Bloomberg News Service
BOSTON U.S.-based stock funds are expected in February to see their biggest monthly cash outflow ever, and their first since Russias debt default spooked investors in August 1998.
About $12.5 billion is expected to flow out of stock funds this month, topping the previous record of $11.7 billion in August 1998, according to TrimTabs.com Investment Research Inc., which tracks fund cash flows. TrimTabs estimated $9.9 billion had actually flowed out of stock mutual funds through Feb. 22.
"February has been a very tough month for the markets, particularly the Nasdaq," Burton Greenwald, a Philadelphia-based mutual fund consultant said. "Theres been a flight to safety."

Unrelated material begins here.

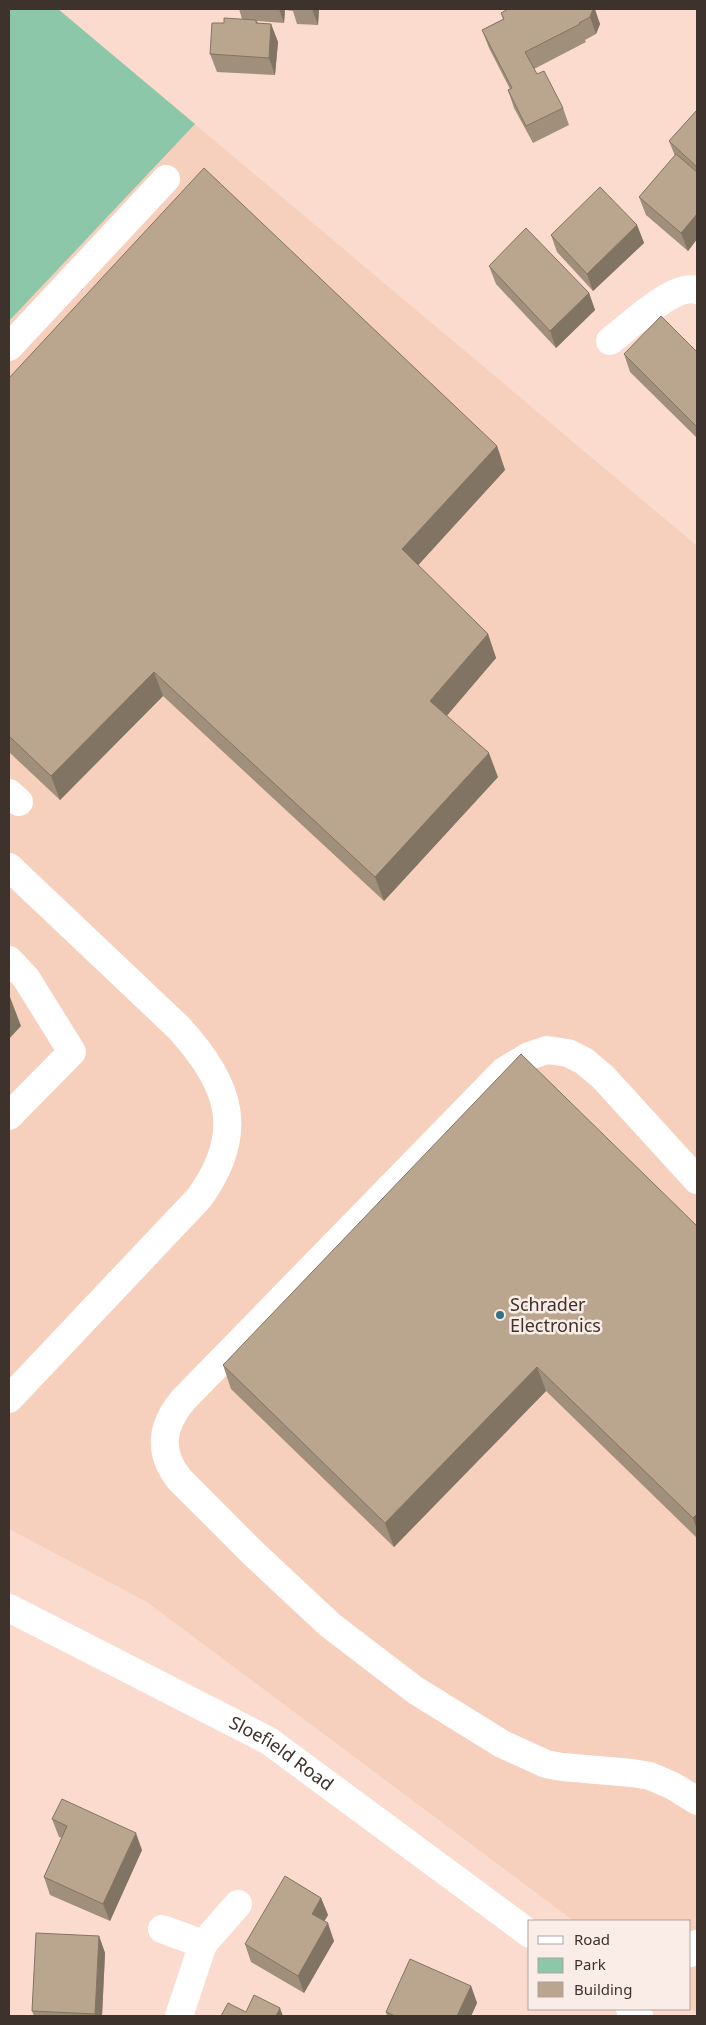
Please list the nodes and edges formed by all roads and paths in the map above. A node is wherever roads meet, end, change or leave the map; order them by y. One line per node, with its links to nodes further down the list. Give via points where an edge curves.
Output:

After falling by 39 percent in 2000, the Nasdaq composite index has dropped 10.6 percent this year. U.S. stock funds tracked by Bloomberg have fallen an average 4.49 percent this year through Monday.
A stock fund outflow in February would follow the best month ever for the mutual fund industry in January, according to the Investment Company Institute, the industrys trade association.
Mutual funds took in a record $137.14 billion in January, eclipsing the previous record of $86.86 billion set in January 1999. Stock funds took in $24.58 billion in January, more than double the $11.64 billion they attracted in December.